I can count the classes that have I actually enjoyed on one hand. For the most part, public school and university courses felt like arduous slogs. Sure, there would be brief moments of inspiration, insight, and reflection, but I mostly focused on completing my assignments as quickly, and with as little effort, as possible. I doubt that I am alone in having treated classes as mostly annoyances on the path to a degree. I hated having to divvy up my curiosity, temporarily pretending to care about whatever it was that my teacher thought that I should be interested in.
 
Even though I eventually earned a PhD in Science and Technology Studies (STS) and now teach courses in that area, I found being a graduate student to be a largely miserable experience. I only woke up excited to go to my office after I completed my coursework, when I could dedicate most of my time to doing research on my own and sometimes under the guidance of my advisor.  
 
The only class that I did enjoy during my studies involved doing largely self-guided group projects. The professors taught us a few tools and then mostly stepped back, letting student groups find their own way through their research and mathematical modeling projects, and only intervened when asked to and after groups presented their findings.
 
Maybe I simply forgot all this once I became a professor. Perhaps I wanted to believe that the STS topics that fill my classes would have been different, or were inherently more interesting and engaging. I do treasure the students who actively engage with my course material beyond the minimum expectations, but most do not. And I have largely failed in my attempts to teach my courses more like the one class that I actually enjoyed and less like all the others that I have fortunately forgotten.
 
Underlying this failure has been the stubborn belief that I can control my students’ learning. If only I properly incentivized them with grades, set up assignments just right, or made class lectures entertaining enough, perhaps I could get most of them to invest in their own education beyond merely fulfilling syllabus requirements. I have a hard time letting go of the belief that I can make them really learn.
 
Yet my own experiences tell me that this pedagogy of control is destined to be an abysmal failure. I have forgotten most of the mathematics that I learned over the course of a bachelors and masters degree. All that remains is a knack for working through quantitative puzzles, usually after surveying Wikipedia or Wolfram to relearn forgotten techniques.
 
Even this knack has not been worth much.
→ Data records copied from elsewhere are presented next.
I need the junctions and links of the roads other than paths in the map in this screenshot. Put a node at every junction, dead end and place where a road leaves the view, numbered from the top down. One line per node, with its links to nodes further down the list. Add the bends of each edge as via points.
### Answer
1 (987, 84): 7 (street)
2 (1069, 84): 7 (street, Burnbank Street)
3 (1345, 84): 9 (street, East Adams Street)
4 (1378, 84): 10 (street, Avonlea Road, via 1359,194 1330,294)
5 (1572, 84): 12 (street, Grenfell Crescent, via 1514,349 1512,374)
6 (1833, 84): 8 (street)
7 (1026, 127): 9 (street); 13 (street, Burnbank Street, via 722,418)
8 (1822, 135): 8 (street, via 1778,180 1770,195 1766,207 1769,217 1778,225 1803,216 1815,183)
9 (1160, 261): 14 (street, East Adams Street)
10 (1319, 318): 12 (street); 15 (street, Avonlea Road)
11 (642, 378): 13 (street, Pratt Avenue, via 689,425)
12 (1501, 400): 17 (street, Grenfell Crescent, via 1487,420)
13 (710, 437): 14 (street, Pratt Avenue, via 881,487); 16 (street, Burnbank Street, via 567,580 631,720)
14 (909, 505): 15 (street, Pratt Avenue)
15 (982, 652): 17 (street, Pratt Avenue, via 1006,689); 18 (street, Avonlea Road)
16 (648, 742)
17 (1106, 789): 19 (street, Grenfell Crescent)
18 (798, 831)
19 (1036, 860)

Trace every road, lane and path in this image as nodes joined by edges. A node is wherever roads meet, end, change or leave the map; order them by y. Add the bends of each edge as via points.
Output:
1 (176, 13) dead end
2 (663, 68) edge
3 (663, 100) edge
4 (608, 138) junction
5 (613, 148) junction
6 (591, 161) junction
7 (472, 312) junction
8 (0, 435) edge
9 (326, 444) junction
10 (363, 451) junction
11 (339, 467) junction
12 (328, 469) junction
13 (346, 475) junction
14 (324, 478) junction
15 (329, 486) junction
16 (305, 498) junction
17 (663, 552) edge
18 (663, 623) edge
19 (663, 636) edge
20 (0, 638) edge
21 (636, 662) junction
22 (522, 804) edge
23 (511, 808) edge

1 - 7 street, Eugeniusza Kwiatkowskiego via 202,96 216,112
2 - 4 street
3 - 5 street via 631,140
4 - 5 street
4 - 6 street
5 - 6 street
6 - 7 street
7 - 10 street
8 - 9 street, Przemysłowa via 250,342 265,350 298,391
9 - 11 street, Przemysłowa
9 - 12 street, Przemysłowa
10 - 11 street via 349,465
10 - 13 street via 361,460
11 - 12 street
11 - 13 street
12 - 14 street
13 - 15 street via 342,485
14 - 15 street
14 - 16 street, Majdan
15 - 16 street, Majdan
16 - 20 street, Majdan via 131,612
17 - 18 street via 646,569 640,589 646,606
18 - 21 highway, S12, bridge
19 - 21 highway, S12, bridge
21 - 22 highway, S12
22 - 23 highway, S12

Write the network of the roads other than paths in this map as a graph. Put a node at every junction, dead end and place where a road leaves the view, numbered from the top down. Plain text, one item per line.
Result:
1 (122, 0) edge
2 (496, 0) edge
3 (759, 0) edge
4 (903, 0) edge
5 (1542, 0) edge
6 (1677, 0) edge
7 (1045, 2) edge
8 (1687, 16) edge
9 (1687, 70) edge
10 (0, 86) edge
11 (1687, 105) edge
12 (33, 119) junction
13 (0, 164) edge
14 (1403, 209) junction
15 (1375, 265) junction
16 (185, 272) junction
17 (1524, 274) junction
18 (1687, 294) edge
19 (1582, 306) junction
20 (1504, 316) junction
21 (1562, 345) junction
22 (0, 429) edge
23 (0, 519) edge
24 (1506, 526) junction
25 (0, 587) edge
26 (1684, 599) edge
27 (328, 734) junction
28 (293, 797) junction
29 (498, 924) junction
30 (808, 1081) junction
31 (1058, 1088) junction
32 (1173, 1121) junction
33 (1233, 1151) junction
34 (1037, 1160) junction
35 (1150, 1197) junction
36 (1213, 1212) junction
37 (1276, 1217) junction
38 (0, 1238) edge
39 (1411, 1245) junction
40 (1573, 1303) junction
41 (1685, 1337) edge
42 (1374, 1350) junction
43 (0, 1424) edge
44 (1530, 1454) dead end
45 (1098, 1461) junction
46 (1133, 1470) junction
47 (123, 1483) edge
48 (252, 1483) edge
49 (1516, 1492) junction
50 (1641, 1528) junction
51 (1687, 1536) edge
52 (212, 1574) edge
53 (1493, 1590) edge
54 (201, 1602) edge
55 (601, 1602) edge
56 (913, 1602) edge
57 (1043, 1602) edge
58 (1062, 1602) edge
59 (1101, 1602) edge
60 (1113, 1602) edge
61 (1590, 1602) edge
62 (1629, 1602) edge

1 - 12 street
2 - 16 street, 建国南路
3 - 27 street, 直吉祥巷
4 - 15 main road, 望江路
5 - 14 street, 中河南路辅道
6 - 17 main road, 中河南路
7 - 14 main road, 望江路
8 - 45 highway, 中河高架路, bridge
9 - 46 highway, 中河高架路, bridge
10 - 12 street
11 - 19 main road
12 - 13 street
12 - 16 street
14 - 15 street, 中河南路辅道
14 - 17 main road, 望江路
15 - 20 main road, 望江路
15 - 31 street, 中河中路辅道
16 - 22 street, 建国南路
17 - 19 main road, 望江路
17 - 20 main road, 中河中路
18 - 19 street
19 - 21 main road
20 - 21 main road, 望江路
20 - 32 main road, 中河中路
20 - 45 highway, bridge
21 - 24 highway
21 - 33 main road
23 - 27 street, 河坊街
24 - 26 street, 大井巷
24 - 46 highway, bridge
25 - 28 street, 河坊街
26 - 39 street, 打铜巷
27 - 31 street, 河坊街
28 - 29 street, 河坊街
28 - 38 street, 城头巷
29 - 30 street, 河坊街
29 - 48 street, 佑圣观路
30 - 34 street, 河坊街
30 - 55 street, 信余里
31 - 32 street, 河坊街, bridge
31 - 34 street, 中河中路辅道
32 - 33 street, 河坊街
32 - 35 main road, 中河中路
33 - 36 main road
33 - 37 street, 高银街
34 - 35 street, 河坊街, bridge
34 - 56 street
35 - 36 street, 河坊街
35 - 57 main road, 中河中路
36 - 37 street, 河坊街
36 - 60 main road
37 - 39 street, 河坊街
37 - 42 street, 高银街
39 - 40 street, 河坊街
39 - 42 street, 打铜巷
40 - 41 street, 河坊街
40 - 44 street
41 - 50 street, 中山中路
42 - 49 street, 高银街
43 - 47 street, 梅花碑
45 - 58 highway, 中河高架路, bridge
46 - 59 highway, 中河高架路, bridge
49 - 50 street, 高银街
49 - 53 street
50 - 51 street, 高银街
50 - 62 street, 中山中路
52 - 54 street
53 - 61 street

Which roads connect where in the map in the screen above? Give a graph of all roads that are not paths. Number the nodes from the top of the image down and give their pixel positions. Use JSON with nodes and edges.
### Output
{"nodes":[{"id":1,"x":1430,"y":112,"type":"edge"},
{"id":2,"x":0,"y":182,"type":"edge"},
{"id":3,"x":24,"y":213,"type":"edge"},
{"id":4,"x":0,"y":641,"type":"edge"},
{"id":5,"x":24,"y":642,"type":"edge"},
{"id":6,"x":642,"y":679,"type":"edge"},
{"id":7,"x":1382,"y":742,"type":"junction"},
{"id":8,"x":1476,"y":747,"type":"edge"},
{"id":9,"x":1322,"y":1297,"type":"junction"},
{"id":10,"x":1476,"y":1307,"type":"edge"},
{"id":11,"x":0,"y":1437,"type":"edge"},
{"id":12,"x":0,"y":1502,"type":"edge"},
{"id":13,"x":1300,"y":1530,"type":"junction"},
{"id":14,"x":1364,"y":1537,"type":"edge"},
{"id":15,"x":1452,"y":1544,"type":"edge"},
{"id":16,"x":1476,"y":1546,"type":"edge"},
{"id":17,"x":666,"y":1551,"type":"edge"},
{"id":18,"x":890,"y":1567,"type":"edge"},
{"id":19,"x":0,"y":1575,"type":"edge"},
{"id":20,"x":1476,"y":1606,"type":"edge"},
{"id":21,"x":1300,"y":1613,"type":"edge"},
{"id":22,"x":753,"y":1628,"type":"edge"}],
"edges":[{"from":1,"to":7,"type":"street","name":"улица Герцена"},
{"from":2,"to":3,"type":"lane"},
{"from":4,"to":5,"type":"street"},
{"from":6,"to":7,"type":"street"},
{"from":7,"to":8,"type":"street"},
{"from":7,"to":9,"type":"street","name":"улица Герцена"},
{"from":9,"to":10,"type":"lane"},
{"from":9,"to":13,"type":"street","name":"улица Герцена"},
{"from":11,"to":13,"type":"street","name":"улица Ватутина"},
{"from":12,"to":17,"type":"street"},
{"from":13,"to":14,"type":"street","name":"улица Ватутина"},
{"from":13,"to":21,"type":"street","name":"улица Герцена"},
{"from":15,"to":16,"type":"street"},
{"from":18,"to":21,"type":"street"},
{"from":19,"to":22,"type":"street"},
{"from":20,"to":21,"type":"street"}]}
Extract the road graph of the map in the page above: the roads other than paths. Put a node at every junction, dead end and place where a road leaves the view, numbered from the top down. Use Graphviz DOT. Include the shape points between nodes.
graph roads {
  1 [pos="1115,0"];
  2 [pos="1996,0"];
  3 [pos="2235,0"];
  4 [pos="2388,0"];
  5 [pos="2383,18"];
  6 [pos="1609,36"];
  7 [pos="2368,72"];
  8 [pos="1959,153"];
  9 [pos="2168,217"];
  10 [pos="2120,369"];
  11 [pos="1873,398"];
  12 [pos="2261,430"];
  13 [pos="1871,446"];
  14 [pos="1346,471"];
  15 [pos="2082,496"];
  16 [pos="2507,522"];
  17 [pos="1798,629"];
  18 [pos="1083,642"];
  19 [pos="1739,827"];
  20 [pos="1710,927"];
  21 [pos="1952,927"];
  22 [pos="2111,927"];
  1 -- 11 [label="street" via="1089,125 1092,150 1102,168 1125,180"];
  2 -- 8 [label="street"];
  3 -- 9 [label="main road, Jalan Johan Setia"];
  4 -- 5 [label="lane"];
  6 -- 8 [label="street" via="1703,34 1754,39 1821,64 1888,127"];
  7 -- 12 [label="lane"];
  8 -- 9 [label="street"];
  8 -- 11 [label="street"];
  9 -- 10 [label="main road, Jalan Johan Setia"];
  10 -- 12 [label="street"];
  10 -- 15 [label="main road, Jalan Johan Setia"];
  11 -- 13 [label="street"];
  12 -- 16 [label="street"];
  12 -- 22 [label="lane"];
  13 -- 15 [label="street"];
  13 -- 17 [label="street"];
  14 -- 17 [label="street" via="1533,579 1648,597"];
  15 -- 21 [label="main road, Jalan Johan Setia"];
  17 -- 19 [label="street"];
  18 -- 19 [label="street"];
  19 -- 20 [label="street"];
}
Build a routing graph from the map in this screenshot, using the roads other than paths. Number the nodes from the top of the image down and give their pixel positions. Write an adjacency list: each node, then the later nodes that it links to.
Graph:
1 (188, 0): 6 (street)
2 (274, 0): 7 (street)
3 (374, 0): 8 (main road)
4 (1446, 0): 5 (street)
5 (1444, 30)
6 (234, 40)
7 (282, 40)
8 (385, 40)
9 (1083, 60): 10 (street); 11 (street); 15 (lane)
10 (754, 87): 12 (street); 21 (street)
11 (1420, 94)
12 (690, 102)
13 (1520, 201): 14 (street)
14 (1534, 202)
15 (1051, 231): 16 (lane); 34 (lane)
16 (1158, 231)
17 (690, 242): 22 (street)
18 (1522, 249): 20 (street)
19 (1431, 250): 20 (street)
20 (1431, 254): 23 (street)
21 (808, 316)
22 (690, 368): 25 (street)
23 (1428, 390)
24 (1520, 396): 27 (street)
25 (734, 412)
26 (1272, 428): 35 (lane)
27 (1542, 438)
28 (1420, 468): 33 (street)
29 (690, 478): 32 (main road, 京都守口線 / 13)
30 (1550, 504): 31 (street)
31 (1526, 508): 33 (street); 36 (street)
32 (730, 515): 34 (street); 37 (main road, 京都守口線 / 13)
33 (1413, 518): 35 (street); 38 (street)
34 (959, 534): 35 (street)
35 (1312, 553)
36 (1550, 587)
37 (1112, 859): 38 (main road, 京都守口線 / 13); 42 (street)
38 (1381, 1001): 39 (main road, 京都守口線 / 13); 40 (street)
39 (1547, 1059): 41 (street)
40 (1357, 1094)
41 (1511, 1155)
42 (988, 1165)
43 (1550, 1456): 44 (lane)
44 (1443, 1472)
When I interned as a statistician, my supervisor asked me to help him decide which would be the best algorithm to help categorize some “big data” that he had. “Shit,” I thought, “I don’t know how to do that.” My supervisor wanted judgement and deep understanding from me, but I had spent the bulk of my time in university plugging and chugging through calculations, writing up relatively simple programs for canned (rather than real-world) problem sets, and generally avoiding doing too much learning. And I was even an “A” student.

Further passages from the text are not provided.